━━━━━ Dataset content ━━━━━

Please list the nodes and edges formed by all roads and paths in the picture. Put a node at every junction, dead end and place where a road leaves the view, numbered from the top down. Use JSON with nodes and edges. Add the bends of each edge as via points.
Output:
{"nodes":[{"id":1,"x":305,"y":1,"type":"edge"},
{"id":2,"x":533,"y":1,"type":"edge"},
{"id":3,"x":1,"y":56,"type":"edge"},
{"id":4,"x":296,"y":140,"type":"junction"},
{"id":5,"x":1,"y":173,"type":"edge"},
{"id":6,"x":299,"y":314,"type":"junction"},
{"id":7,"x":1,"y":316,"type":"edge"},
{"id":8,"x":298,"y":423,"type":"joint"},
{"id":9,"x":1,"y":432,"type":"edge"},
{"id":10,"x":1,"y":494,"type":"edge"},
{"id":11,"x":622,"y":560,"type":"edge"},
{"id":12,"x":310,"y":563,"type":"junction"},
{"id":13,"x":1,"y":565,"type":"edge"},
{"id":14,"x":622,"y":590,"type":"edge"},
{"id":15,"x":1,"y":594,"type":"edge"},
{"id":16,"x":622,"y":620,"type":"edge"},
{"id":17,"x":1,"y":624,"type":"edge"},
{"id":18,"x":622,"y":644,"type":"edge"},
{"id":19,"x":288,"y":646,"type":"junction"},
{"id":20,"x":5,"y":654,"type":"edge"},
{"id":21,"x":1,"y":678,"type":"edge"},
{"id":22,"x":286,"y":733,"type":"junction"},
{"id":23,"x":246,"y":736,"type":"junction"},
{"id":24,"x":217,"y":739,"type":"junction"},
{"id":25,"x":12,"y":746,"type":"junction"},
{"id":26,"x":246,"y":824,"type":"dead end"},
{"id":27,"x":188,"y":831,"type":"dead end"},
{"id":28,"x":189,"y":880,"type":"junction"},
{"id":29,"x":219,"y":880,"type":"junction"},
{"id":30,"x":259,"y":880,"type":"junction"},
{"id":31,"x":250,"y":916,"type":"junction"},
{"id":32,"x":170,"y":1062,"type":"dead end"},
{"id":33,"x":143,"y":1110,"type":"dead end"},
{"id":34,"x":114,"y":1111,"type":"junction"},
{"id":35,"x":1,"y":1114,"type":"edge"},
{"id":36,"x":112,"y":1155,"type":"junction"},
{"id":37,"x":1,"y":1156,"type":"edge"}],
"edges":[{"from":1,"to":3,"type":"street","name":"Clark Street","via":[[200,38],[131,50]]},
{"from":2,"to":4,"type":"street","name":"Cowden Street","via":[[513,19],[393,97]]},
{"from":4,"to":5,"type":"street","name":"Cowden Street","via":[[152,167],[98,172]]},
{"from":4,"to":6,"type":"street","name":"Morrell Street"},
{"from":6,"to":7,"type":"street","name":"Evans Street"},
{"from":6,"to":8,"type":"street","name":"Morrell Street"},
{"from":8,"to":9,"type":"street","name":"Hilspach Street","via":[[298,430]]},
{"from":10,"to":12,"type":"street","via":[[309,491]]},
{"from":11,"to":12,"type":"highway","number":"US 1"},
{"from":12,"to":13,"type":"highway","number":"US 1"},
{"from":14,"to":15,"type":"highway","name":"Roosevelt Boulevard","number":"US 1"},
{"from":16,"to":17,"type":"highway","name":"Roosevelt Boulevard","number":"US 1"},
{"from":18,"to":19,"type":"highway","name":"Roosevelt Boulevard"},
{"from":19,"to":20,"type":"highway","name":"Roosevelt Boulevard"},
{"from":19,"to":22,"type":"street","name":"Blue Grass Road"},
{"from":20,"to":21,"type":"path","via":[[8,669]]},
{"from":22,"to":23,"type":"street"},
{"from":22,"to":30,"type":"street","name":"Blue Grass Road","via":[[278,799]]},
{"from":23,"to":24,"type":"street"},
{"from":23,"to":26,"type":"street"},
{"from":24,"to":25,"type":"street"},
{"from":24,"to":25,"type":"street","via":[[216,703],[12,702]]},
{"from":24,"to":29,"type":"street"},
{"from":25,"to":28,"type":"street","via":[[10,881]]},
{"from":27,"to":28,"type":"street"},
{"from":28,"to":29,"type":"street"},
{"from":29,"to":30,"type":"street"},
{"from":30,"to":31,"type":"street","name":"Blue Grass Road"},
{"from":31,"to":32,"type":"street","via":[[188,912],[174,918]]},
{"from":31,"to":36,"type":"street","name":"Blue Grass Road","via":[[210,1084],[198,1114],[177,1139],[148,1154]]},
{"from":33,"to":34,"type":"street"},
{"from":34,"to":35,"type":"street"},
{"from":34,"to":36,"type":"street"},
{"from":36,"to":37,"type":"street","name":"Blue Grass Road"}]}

━━━━━

When you reply, retype each line exactly as it appears above.

Please list the nodes and edges formed by all roads and paths in the picture. Put a node at every junction, dead end and place where a road leaves the view, numbered from the top down. Use JSON with nodes and edges. Add the bends of each edge as via points.
Output:
{"nodes":[{"id":1,"x":305,"y":1,"type":"edge"},
{"id":2,"x":533,"y":1,"type":"edge"},
{"id":3,"x":1,"y":56,"type":"edge"},
{"id":4,"x":296,"y":140,"type":"junction"},
{"id":5,"x":1,"y":173,"type":"edge"},
{"id":6,"x":299,"y":314,"type":"junction"},
{"id":7,"x":1,"y":316,"type":"edge"},
{"id":8,"x":298,"y":423,"type":"joint"},
{"id":9,"x":1,"y":432,"type":"edge"},
{"id":10,"x":1,"y":494,"type":"edge"},
{"id":11,"x":622,"y":560,"type":"edge"},
{"id":12,"x":310,"y":563,"type":"junction"},
{"id":13,"x":1,"y":565,"type":"edge"},
{"id":14,"x":622,"y":590,"type":"edge"},
{"id":15,"x":1,"y":594,"type":"edge"},
{"id":16,"x":622,"y":620,"type":"edge"},
{"id":17,"x":1,"y":624,"type":"edge"},
{"id":18,"x":622,"y":644,"type":"edge"},
{"id":19,"x":288,"y":646,"type":"junction"},
{"id":20,"x":5,"y":654,"type":"edge"},
{"id":21,"x":1,"y":678,"type":"edge"},
{"id":22,"x":286,"y":733,"type":"junction"},
{"id":23,"x":246,"y":736,"type":"junction"},
{"id":24,"x":217,"y":739,"type":"junction"},
{"id":25,"x":12,"y":746,"type":"junction"},
{"id":26,"x":246,"y":824,"type":"dead end"},
{"id":27,"x":188,"y":831,"type":"dead end"},
{"id":28,"x":189,"y":880,"type":"junction"},
{"id":29,"x":219,"y":880,"type":"junction"},
{"id":30,"x":259,"y":880,"type":"junction"},
{"id":31,"x":250,"y":916,"type":"junction"},
{"id":32,"x":170,"y":1062,"type":"dead end"},
{"id":33,"x":143,"y":1110,"type":"dead end"},
{"id":34,"x":114,"y":1111,"type":"junction"},
{"id":35,"x":1,"y":1114,"type":"edge"},
{"id":36,"x":112,"y":1155,"type":"junction"},
{"id":37,"x":1,"y":1156,"type":"edge"}],
"edges":[{"from":1,"to":3,"type":"street","name":"Clark Street","via":[[200,38],[131,50]]},
{"from":2,"to":4,"type":"street","name":"Cowden Street","via":[[513,19],[393,97]]},
{"from":4,"to":5,"type":"street","name":"Cowden Street","via":[[152,167],[98,172]]},
{"from":4,"to":6,"type":"street","name":"Morrell Street"},
{"from":6,"to":7,"type":"street","name":"Evans Street"},
{"from":6,"to":8,"type":"street","name":"Morrell Street"},
{"from":8,"to":9,"type":"street","name":"Hilspach Street","via":[[298,430]]},
{"from":10,"to":12,"type":"street","via":[[309,491]]},
{"from":11,"to":12,"type":"highway","number":"US 1"},
{"from":12,"to":13,"type":"highway","number":"US 1"},
{"from":14,"to":15,"type":"highway","name":"Roosevelt Boulevard","number":"US 1"},
{"from":16,"to":17,"type":"highway","name":"Roosevelt Boulevard","number":"US 1"},
{"from":18,"to":19,"type":"highway","name":"Roosevelt Boulevard"},
{"from":19,"to":20,"type":"highway","name":"Roosevelt Boulevard"},
{"from":19,"to":22,"type":"street","name":"Blue Grass Road"},
{"from":20,"to":21,"type":"path","via":[[8,669]]},
{"from":22,"to":23,"type":"street"},
{"from":22,"to":30,"type":"street","name":"Blue Grass Road","via":[[278,799]]},
{"from":23,"to":24,"type":"street"},
{"from":23,"to":26,"type":"street"},
{"from":24,"to":25,"type":"street"},
{"from":24,"to":25,"type":"street","via":[[216,703],[12,702]]},
{"from":24,"to":29,"type":"street"},
{"from":25,"to":28,"type":"street","via":[[10,881]]},
{"from":27,"to":28,"type":"street"},
{"from":28,"to":29,"type":"street"},
{"from":29,"to":30,"type":"street"},
{"from":30,"to":31,"type":"street","name":"Blue Grass Road"},
{"from":31,"to":32,"type":"street","via":[[188,912],[174,918]]},
{"from":31,"to":36,"type":"street","name":"Blue Grass Road","via":[[210,1084],[198,1114],[177,1139],[148,1154]]},
{"from":33,"to":34,"type":"street"},
{"from":34,"to":35,"type":"street"},
{"from":34,"to":36,"type":"street"},
{"from":36,"to":37,"type":"street","name":"Blue Grass Road"}]}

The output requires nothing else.